Salah satu bentuknya adalah mengikuti arahan para ahli yang memiliki ilmu sesuai dengan bidangnya dalam menangani kondisi saat ini. Sebab yang berusaha tanpa ilmu malah lebih banyak merusak daripada memperbaiki. Perlu disadari bahwa kondisi wabah corona virus saat ini merupakan bentuk dari ketetapan dan takdir yang sudah Tuhan tentukan.
Sebesar apapun ikhtiar yang diusahakan, jika Tuhan belum menghendaki untuk menghentikan wabah ini maka kita pun perlu sabar dan ikhlas untuk menjalani hari demi hari dengan produktif dan penuh tanggung jawab.

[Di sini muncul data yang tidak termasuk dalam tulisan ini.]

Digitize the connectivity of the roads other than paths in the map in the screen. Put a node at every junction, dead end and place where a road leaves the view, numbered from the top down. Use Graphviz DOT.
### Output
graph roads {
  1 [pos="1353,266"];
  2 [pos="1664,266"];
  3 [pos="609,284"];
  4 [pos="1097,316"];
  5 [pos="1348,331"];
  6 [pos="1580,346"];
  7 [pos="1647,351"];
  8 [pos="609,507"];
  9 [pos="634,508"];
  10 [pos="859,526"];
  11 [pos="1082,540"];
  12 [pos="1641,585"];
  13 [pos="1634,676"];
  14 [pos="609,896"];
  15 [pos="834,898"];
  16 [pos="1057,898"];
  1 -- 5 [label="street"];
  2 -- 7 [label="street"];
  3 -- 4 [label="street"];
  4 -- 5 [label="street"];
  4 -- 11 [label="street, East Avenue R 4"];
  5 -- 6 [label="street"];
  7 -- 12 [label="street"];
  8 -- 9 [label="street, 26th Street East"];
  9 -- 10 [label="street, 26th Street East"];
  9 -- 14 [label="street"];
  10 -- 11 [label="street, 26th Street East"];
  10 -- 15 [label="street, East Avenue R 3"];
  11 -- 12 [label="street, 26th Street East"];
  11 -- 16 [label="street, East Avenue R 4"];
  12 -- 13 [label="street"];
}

Hal tersebut sebagai wujud memahami eksistensi diri terhadap keberadaan kita pada alam semesta dan keterbatasan diri kita yang sudah ditetapkan oleh Tuhan. Sudah sepatutnya kita membaktikan diri dan menghamba pada Tuhan agar kita mampu menyeimbangkan kembali eksistensi diri kita pada alam semesta dan Tuhan, sesuai dengan
Q.S Al- Baqarah:30 bahwa Tuhan hendak menjadikan seorang khalifah di muka bumi. Dengan harapan kita sebagai manusia mampu menjaga keteraturan perilaku dan menggunakan potensi diri yang sudah Tuhan berikan, demi menjaga harmoni kehidupan alam semesta yang sudah diciptakan-Nya.
Referensi:
· - WHO. (2020, 03 26). World Health Organization. Retrieved from Coronavirus disease (COVID-19)outbreak: https://www.who.int/emergencies/diseases/novel-
- Feist, J & Feist, G. (2008). Theory of Personality 7th Edition. McGraw-Hill
- May, Rollo. (1996). The Meaning of Anxiety.W.W Norton & Company
- May, Rollo. (1981). Freedom and Destiny. W.W Morton & Company
Tentang Penulis

Rina Sari S.Psi, M.Psi Psikolog merupakan seorang psikolog klinis yang berfokus menangani permasalahan psikologis dewasa dan gangguan psikologis lainya, beliau merupakan lulus Psikologi Profesi dari Universitas Padjadjaran. Saat ini beliau merupakan Dosen Pengajar dan peneliti di Universitas Jenderal Achmad Yani yang merupakan Almamaternya ketika mengambil Sarjana Psikologi.